▸ **PROVIDED ENTRIES**:

※

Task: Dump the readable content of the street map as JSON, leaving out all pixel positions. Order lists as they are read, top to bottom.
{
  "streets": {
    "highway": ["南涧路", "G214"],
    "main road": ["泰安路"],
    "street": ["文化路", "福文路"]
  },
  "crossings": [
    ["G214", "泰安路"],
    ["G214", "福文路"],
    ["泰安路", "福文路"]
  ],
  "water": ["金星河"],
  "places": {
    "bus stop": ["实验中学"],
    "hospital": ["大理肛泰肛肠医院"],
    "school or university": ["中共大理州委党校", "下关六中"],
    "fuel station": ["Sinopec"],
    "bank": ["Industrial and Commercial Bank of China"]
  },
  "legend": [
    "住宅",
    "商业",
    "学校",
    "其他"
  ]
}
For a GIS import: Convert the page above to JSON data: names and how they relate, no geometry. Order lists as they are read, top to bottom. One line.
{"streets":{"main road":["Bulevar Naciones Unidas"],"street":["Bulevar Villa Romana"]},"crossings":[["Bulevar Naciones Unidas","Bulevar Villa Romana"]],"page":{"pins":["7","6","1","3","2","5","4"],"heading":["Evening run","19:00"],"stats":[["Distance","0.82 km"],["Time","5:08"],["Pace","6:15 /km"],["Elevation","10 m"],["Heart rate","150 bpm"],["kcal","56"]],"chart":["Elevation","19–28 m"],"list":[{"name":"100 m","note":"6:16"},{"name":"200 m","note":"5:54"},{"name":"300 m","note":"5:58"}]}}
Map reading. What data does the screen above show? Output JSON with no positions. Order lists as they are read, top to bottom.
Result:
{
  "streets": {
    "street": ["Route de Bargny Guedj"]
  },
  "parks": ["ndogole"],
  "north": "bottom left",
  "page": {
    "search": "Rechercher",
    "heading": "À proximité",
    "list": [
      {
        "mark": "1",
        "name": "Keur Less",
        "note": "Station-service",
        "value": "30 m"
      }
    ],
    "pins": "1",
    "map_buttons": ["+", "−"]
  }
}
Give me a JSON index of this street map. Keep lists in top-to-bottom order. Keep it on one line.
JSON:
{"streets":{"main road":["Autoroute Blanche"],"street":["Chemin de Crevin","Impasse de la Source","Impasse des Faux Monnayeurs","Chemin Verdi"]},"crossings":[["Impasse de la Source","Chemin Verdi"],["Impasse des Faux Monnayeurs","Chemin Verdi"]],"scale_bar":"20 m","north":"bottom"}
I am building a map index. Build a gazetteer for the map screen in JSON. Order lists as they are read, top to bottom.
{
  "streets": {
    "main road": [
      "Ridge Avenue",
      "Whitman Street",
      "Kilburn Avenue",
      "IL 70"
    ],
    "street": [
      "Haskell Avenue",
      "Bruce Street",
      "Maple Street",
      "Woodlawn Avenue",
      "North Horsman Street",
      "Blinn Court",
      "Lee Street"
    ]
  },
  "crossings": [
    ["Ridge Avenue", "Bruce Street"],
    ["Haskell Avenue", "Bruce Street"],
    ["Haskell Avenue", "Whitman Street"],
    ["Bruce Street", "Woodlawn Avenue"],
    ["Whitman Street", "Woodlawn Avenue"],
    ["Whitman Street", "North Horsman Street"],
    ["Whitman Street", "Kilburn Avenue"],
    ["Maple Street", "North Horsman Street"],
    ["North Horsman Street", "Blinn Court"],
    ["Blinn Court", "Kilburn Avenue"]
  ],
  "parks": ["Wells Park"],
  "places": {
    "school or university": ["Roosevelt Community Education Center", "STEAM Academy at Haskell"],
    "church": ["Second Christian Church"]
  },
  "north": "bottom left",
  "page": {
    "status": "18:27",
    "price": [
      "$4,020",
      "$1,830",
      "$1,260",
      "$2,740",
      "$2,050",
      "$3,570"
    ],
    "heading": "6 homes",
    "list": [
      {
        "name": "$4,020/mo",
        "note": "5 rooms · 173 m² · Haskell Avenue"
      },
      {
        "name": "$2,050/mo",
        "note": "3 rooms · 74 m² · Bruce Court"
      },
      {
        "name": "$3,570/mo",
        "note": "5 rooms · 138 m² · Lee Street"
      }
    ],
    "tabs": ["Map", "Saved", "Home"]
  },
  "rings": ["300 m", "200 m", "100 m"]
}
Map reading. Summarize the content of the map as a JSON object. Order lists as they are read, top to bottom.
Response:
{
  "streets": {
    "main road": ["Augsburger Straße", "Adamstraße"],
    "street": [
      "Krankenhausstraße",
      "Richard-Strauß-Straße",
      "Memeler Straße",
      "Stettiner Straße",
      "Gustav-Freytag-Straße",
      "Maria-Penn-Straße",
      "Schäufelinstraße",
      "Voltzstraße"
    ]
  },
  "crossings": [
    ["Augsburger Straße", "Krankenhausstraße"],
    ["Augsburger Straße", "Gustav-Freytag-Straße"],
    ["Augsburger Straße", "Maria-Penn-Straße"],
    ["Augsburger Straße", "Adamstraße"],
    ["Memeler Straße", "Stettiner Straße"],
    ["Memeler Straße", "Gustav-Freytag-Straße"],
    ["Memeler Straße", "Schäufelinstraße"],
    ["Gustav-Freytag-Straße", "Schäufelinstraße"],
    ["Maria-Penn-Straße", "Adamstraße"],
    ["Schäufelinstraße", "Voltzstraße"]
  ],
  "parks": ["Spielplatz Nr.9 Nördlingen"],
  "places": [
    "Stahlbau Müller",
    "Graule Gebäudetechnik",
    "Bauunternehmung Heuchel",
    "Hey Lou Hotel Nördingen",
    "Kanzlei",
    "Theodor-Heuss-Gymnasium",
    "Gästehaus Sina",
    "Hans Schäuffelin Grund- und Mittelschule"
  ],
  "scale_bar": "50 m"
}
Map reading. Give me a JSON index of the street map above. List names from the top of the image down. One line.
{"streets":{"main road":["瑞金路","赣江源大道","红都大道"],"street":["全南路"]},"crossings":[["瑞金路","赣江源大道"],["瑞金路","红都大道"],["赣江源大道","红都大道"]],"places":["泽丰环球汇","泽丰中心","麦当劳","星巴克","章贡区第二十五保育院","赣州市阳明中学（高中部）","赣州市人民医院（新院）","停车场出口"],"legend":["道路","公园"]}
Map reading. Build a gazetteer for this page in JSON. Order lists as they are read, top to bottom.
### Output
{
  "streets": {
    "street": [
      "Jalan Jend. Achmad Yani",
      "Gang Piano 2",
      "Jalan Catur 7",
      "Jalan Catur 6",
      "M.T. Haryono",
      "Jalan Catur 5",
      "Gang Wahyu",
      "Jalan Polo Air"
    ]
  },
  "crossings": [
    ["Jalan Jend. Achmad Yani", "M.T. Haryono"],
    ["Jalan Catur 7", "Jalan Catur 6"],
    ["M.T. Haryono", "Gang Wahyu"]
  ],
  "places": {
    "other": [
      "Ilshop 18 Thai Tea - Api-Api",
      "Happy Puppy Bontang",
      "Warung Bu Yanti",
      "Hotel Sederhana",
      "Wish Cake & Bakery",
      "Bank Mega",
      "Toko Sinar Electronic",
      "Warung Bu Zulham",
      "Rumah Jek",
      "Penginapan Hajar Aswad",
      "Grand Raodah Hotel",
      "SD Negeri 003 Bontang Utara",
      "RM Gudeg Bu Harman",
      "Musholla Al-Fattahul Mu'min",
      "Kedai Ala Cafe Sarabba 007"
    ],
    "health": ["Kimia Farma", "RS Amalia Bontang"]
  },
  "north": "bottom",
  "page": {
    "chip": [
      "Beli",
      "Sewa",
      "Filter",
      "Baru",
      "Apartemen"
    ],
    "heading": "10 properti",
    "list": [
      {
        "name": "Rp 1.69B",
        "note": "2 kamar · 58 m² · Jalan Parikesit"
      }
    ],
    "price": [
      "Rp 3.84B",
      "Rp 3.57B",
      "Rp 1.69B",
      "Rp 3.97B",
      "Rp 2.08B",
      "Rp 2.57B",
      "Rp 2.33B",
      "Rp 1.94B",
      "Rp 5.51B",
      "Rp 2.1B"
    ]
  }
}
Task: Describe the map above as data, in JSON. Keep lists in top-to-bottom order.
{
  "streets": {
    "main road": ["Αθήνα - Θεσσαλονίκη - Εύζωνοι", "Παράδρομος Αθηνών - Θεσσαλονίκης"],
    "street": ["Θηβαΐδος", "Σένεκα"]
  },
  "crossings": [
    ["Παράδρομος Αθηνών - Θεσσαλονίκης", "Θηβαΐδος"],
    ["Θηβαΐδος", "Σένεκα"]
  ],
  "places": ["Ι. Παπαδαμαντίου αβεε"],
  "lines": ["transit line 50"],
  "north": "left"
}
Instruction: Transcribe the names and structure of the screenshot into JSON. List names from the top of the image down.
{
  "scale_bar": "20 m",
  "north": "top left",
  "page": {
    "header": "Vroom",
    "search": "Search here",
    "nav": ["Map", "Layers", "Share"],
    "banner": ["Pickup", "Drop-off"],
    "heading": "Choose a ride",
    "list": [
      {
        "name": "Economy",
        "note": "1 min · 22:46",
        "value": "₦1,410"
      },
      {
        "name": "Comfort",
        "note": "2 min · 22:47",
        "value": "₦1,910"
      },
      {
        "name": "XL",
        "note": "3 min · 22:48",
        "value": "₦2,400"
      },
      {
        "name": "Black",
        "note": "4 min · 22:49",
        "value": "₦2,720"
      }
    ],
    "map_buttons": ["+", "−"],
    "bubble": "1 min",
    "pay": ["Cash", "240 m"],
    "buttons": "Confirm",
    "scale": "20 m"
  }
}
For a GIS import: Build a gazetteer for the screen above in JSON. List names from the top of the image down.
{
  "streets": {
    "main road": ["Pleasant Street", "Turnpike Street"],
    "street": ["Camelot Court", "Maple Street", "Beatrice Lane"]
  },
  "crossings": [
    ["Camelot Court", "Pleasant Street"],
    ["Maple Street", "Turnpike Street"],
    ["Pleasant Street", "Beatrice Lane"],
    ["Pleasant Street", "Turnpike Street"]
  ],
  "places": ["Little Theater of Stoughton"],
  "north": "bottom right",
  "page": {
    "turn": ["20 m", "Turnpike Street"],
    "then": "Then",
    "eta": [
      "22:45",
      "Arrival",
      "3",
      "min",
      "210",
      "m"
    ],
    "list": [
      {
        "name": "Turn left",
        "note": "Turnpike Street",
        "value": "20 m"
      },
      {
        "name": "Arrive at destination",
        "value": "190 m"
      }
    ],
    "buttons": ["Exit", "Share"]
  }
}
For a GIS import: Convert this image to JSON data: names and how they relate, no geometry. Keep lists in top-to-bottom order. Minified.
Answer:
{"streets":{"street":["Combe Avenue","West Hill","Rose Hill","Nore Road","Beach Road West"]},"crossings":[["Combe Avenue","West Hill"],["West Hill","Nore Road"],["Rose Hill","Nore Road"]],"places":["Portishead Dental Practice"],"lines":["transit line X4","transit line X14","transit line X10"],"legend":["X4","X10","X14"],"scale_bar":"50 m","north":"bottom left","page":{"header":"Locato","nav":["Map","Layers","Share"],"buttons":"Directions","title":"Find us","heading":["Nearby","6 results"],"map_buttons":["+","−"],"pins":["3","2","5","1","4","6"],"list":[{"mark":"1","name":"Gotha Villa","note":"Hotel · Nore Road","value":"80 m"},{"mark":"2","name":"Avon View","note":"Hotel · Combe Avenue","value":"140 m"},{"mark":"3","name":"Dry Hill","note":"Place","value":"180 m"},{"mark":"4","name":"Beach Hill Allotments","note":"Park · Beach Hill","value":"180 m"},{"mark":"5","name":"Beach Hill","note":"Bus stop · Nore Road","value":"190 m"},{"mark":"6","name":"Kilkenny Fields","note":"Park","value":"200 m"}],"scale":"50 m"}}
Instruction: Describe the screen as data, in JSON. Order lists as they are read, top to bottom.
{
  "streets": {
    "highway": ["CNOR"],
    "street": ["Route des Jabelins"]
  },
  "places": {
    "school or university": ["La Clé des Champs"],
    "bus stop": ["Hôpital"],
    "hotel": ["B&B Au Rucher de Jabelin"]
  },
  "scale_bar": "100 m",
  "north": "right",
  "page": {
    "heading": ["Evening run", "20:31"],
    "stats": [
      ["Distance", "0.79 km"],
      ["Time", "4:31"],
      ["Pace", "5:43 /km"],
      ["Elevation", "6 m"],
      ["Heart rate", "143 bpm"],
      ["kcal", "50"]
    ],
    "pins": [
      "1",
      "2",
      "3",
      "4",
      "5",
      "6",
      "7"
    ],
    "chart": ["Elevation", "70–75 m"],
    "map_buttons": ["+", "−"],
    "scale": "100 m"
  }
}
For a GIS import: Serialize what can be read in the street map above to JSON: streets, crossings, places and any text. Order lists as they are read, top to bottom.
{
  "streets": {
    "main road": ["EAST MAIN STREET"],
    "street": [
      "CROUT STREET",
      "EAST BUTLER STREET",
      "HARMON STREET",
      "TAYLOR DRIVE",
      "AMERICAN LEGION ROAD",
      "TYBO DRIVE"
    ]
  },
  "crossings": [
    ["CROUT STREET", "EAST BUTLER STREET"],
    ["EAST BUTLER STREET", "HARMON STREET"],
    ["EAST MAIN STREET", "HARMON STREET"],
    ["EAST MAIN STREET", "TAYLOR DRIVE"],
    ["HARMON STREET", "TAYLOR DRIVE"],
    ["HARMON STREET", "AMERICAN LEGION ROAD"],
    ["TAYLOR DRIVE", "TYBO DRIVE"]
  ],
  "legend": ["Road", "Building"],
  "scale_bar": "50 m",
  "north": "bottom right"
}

※

▸ **WHAT IS REQUIRED**: Filter the records for lines containing the word "Distance" and copy each one.

▸ **WRITTEN SOLUTION**:
{"streets":{"main road":["Bulevar Naciones Unidas"],"street":["Bulevar Villa Romana"]},"crossings":[["Bulevar Naciones Unidas","Bulevar Villa Romana"]],"page":{"pins":["7","6","1","3","2","5","4"],"heading":["Evening run","19:00"],"stats":[["Distance","0.82 km"],["Time","5:08"],["Pace","6:15 /km"],["Elevation","10 m"],["Heart rate","150 bpm"],["kcal","56"]],"chart":["Elevation","19–28 m"],"list":[{"name":"100 m","note":"6:16"},{"name":"200 m","note":"5:54"},{"name":"300 m","note":"5:58"}]}}
      ["Distance", "0.79 km"],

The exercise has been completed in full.